Technology in schools provides only moderate benefits

By Michael Zwaagstra

According to many education gurus, incorporating technology in the classroom is the key to a solid 21st century education. As a result, school superintendents race to be the first to purchase the latest gadgets, while principals boast about the extent to which technology has been embedded in their schools.

Recently, CBC Manitoba reported that a Winnipeg school division plans to make iPads mandatory for all Grades 6 to 8 students. During a public information session, parents were informed that tablets would soon become as essential in the classroom as basketballs are in a basketball game.

These iPads are expected to replace textbooks, maps and other printed classroom materials.

However, before rushing to equip schools with the latest technological gadgets, it is prudent to ask whether this will improve student learning. Considering the significant cost of purchasing, maintaining, and upgrading technological devices such as iPads, we need to ensure that it is not simply another expensive fad.

Peter Reiman and Anindito Aditomo of the University of Sydney recently conducted an analysis of the research literature about the impact of technology on student achievement.

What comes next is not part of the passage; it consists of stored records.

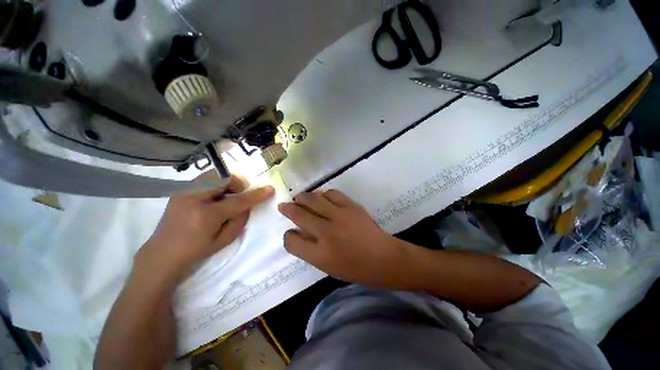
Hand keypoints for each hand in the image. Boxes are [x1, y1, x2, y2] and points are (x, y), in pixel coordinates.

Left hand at [137, 174, 273, 281]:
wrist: (162, 254)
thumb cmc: (196, 251)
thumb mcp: (224, 239)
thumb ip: (241, 218)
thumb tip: (249, 203)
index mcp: (205, 215)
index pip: (238, 200)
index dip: (256, 194)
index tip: (269, 189)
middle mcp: (192, 198)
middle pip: (224, 178)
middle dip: (237, 184)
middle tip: (239, 196)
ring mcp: (183, 192)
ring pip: (214, 175)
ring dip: (226, 183)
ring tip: (225, 198)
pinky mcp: (180, 190)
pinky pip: (205, 179)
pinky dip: (216, 185)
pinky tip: (213, 199)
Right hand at [278, 190, 409, 286]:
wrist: (384, 258)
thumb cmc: (355, 268)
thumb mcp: (328, 267)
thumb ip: (310, 251)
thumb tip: (298, 233)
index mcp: (320, 254)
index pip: (292, 241)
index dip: (288, 236)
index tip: (290, 232)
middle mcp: (327, 233)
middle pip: (299, 214)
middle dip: (288, 209)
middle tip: (285, 205)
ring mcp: (340, 216)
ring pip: (313, 199)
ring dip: (303, 198)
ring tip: (300, 198)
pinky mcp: (351, 206)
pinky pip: (331, 193)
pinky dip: (323, 194)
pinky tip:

Their findings were published in the International Guide to Student Achievement (2013). They conclude that most studies show only a moderate academic benefit from technology and that “The effect of computer technology seems to be particularly small in studies that use either large samples or randomized control groups.”

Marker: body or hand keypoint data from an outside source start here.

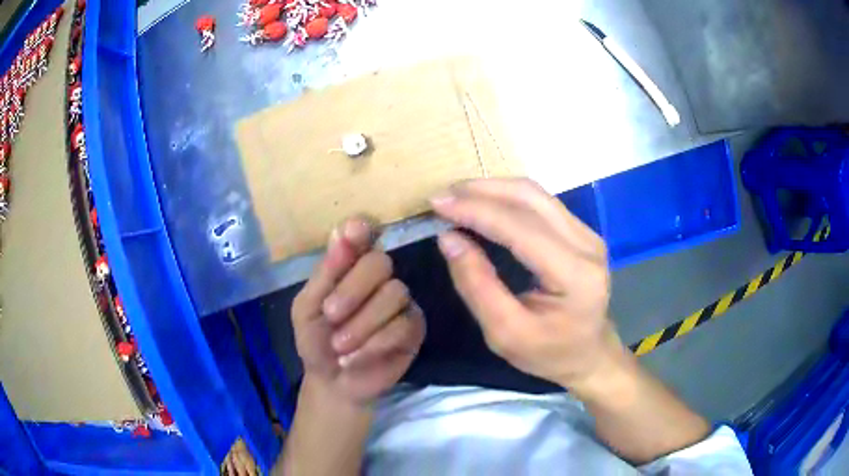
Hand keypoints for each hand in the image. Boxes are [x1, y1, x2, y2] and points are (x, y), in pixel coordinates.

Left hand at [291, 217, 425, 404]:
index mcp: (349, 268)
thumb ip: (325, 274)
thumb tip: (342, 231)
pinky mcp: (414, 327)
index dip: (360, 232)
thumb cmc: (316, 341)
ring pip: (395, 294)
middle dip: (352, 291)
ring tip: (340, 347)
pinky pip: (403, 325)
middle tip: (330, 315)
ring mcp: (400, 302)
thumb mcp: (307, 309)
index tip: (354, 231)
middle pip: (380, 263)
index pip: (361, 238)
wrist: (333, 382)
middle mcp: (378, 278)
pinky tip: (354, 359)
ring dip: (362, 324)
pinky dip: (375, 344)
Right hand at [430, 178, 626, 397]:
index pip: (521, 227)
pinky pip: (541, 202)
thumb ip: (477, 285)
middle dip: (480, 191)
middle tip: (442, 198)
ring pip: (535, 193)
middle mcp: (587, 245)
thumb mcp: (505, 333)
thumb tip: (449, 238)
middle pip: (530, 198)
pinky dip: (507, 197)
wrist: (589, 354)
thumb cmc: (548, 353)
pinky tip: (484, 204)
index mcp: (575, 275)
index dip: (476, 210)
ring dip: (493, 189)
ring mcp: (588, 234)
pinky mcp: (582, 231)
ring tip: (457, 197)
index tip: (437, 205)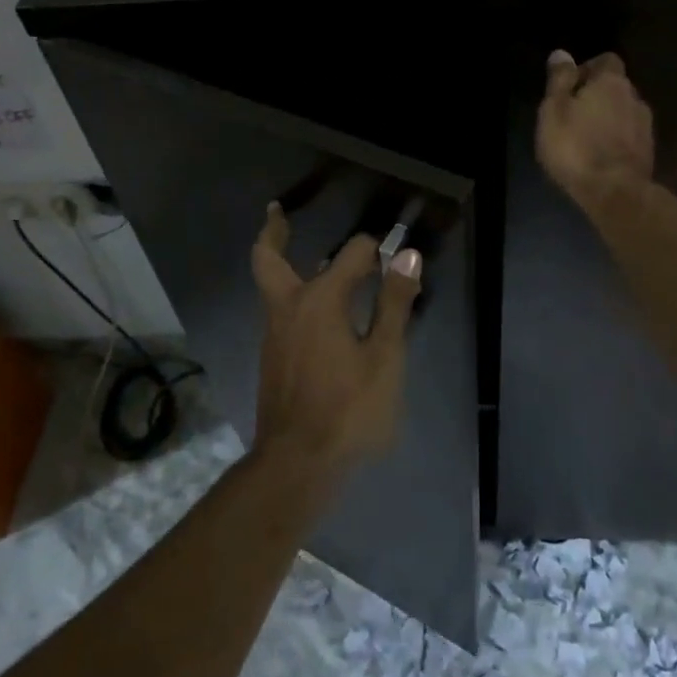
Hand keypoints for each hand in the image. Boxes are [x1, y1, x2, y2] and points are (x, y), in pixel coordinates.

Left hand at [250, 202, 422, 468]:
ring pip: (272, 285)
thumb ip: (394, 303)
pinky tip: (317, 313)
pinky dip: (292, 295)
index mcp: (320, 300)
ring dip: (284, 263)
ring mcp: (274, 333)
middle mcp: (288, 307)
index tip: (395, 259)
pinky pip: (280, 311)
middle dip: (274, 232)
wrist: (296, 464)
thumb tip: (406, 255)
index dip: (376, 250)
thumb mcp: (384, 357)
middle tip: (278, 211)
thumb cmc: (347, 409)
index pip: (352, 253)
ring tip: (307, 256)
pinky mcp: (272, 357)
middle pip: (269, 258)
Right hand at [536, 49, 654, 211]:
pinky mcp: (649, 152)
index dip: (588, 68)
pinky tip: (600, 154)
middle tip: (573, 113)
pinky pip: (629, 135)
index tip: (570, 86)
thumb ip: (559, 80)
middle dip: (597, 95)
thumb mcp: (554, 110)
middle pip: (616, 87)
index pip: (607, 60)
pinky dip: (616, 138)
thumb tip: (562, 53)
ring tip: (585, 137)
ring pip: (624, 112)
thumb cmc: (576, 147)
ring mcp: (646, 126)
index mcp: (612, 82)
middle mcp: (635, 97)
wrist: (615, 193)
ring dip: (608, 118)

In other words, rigorous research studies reveal that the wholesale introduction of computer technology in classrooms has, at best, only a limited impact on student achievement. One needs to ask whether this modest benefit justifies making technology the focus of school reform.

Larry Cuban, a professor of education at Stanford University, certainly doesn’t think so. In an article published in the April 17, 2013 edition of Education Week, Cuban notes that technology purveyors have promised for decades that schools need the latest gadget to engage their students.

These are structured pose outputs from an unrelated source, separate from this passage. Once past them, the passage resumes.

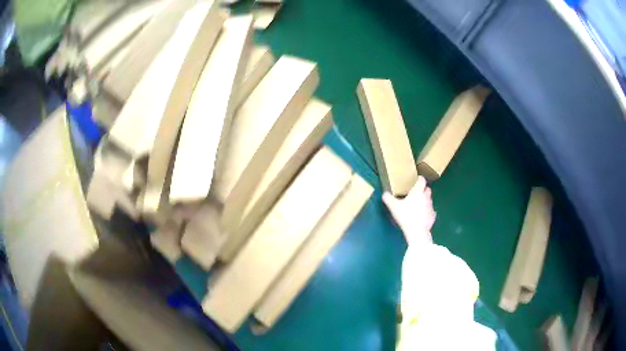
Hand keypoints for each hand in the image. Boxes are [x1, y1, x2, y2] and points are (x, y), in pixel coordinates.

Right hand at [383, 176, 435, 244]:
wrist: (417, 231)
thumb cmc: (405, 215)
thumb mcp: (393, 207)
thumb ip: (388, 198)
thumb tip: (385, 193)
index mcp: (417, 192)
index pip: (422, 180)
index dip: (419, 179)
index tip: (416, 180)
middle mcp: (426, 197)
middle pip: (428, 189)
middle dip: (423, 189)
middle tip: (416, 194)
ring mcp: (431, 206)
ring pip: (429, 200)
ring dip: (425, 201)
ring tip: (418, 206)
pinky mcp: (433, 216)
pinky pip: (431, 211)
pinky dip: (427, 211)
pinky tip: (422, 216)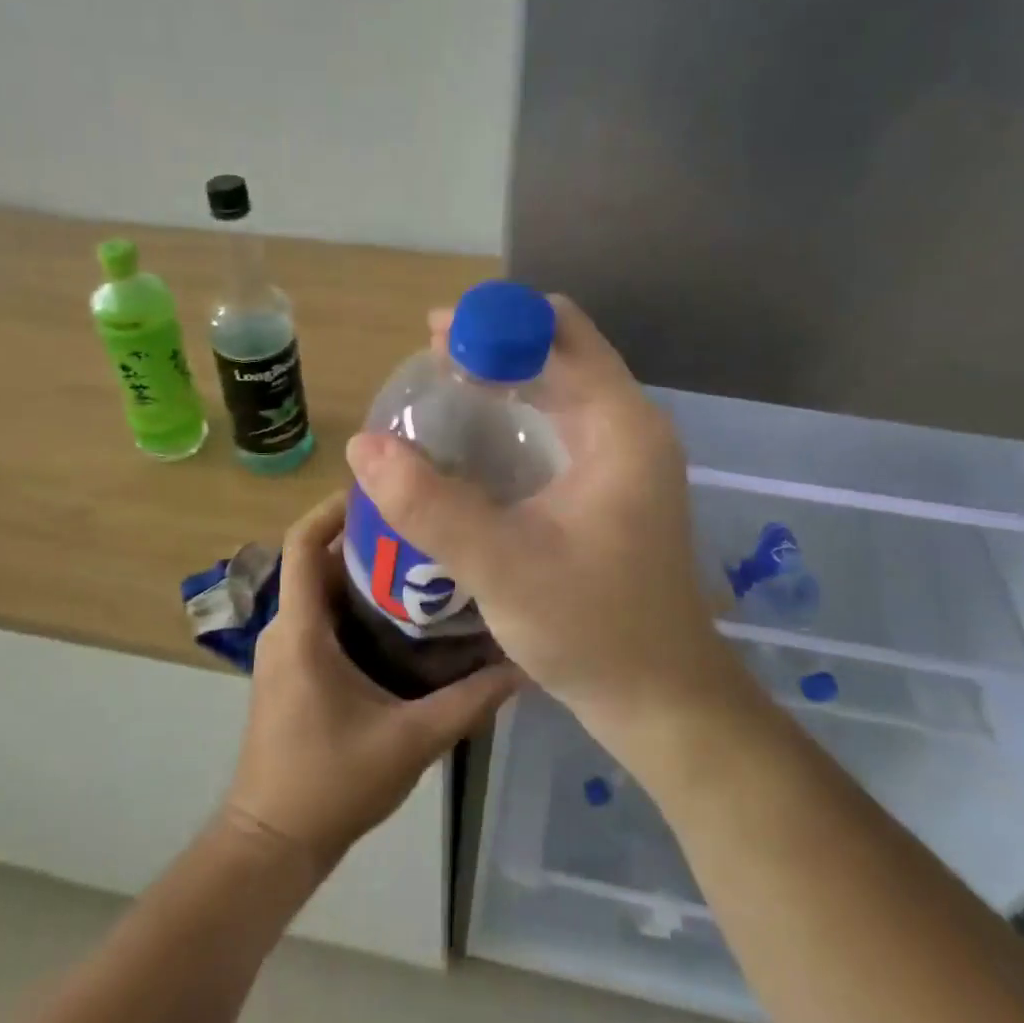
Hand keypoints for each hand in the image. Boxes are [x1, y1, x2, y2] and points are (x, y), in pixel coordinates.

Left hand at [222, 491, 519, 869]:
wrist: (272, 843)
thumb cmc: (330, 784)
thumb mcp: (411, 740)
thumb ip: (469, 701)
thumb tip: (524, 664)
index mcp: (301, 630)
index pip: (302, 543)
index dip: (334, 507)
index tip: (383, 489)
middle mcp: (285, 628)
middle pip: (319, 559)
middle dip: (368, 537)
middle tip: (426, 525)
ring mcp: (285, 650)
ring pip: (323, 590)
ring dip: (365, 573)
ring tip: (425, 562)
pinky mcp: (292, 669)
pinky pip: (322, 617)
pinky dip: (358, 605)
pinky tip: (405, 618)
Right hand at [344, 296, 736, 732]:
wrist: (661, 701)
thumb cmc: (594, 629)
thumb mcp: (502, 565)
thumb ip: (430, 504)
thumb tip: (362, 445)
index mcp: (620, 424)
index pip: (560, 331)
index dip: (496, 321)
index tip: (434, 337)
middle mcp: (629, 426)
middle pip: (559, 352)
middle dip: (492, 346)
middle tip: (425, 366)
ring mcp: (624, 457)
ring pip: (559, 388)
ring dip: (502, 380)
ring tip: (438, 393)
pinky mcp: (612, 486)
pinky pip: (559, 425)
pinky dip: (516, 415)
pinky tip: (473, 442)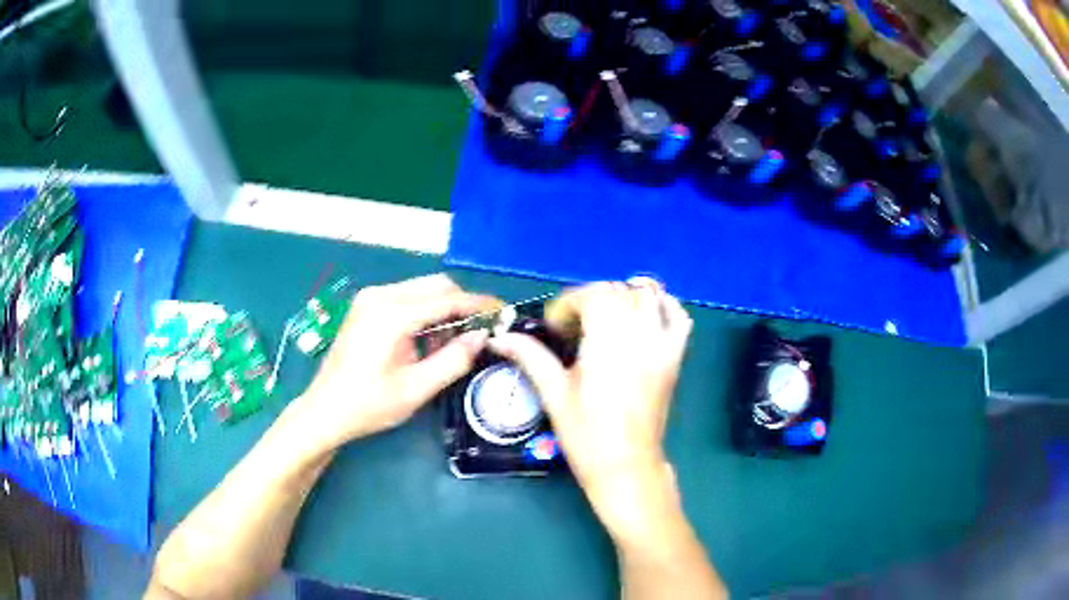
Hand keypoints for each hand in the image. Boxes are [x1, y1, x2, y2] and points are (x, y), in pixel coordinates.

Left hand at [298, 274, 501, 450]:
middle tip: (477, 334)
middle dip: (461, 306)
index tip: (503, 313)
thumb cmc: (369, 405)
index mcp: (392, 315)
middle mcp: (380, 296)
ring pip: (422, 290)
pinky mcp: (366, 305)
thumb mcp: (416, 389)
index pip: (447, 299)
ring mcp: (370, 298)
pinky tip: (424, 342)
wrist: (325, 409)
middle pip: (436, 286)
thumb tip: (481, 337)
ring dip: (442, 311)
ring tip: (448, 347)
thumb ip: (453, 360)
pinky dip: (424, 314)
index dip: (479, 305)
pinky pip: (407, 298)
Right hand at [489, 279, 692, 540]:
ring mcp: (662, 344)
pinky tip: (645, 315)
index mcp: (607, 341)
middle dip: (591, 299)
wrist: (626, 465)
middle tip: (574, 327)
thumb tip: (499, 337)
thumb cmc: (586, 434)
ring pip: (648, 295)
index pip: (592, 295)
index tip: (554, 328)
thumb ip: (530, 356)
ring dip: (624, 297)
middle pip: (618, 291)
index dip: (568, 304)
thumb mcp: (554, 394)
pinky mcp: (675, 357)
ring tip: (605, 318)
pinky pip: (678, 316)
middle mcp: (639, 334)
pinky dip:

To make his point, Cuban quotes from an early typewriter ad that promises to “Raise her marks,” a filmstrip ad that says it can help “Pupils comprehend faster,” and an Apple ad that tells teachers that an Apple IIe “Makes it easy to become attached to your students.” While the technology may change, the overblown promises remain the same.

If schools truly wish to improve academic achievement, they should focus on the three essentials of learning – a content-rich curriculum, sound lessons, and purposeful reading and writing in every discipline.

In his 2011 book Focus: Elevating the Essentials to Radically Improve Student Learning, Mike Schmoker demonstrates that schools focusing on these three things substantially outperform schools that do not. According to Schmoker, technology is unnecessary when it comes to improving student achievement and too much emphasis on technology can get in the way of these learning essentials.

For example, Schmoker notes that reading properly written textbooks is the type of reading students need to do more often.

“Textbooks, along with other carefully selected nonfiction documents, afford students the kind of content-rich, semantically rich prose that . . . students need to acquire and critically process essential knowledge,” writes Schmoker. While students may read some non-fiction on their iPads, it is unlikely they will read the same amount of dense, complex prose they would normally encounter in a course textbook.

Some technology advocates suggest that iPads are better than regular textbooks because they can provide more up-to-date information to students.

However, this argument overlooks the fact that most sound textbook content is not outdated. The history of Canadian Confederation remains the same now as it was 10 years ago, as do most of the basic scientific concepts students need to understand. When updates are needed, there is nothing stopping teachers from providing supplemental information to their students.

Anyone who thinks students will be left behind if schools do not incorporate the latest technological gadgets needs to take a deep breath. The reality is that students have no difficulty learning how to use technology whether or not schools show them how to do it. In fact, using the latest technology is something that comes naturally to most young students. What does not come naturally is the kind of intense, systematic reading and writing that only happens if it is explicitly taught.

Before school administrators rush to adopt the latest technological gadget, they need to ask themselves whether it is the wisest course of action. Technology may be flashy and exciting, but it should not be the driver of education reform.

Michael Zwaagstra is a research fellow with the Frontier Centre (fcpp.org). His column is distributed through Troy Media.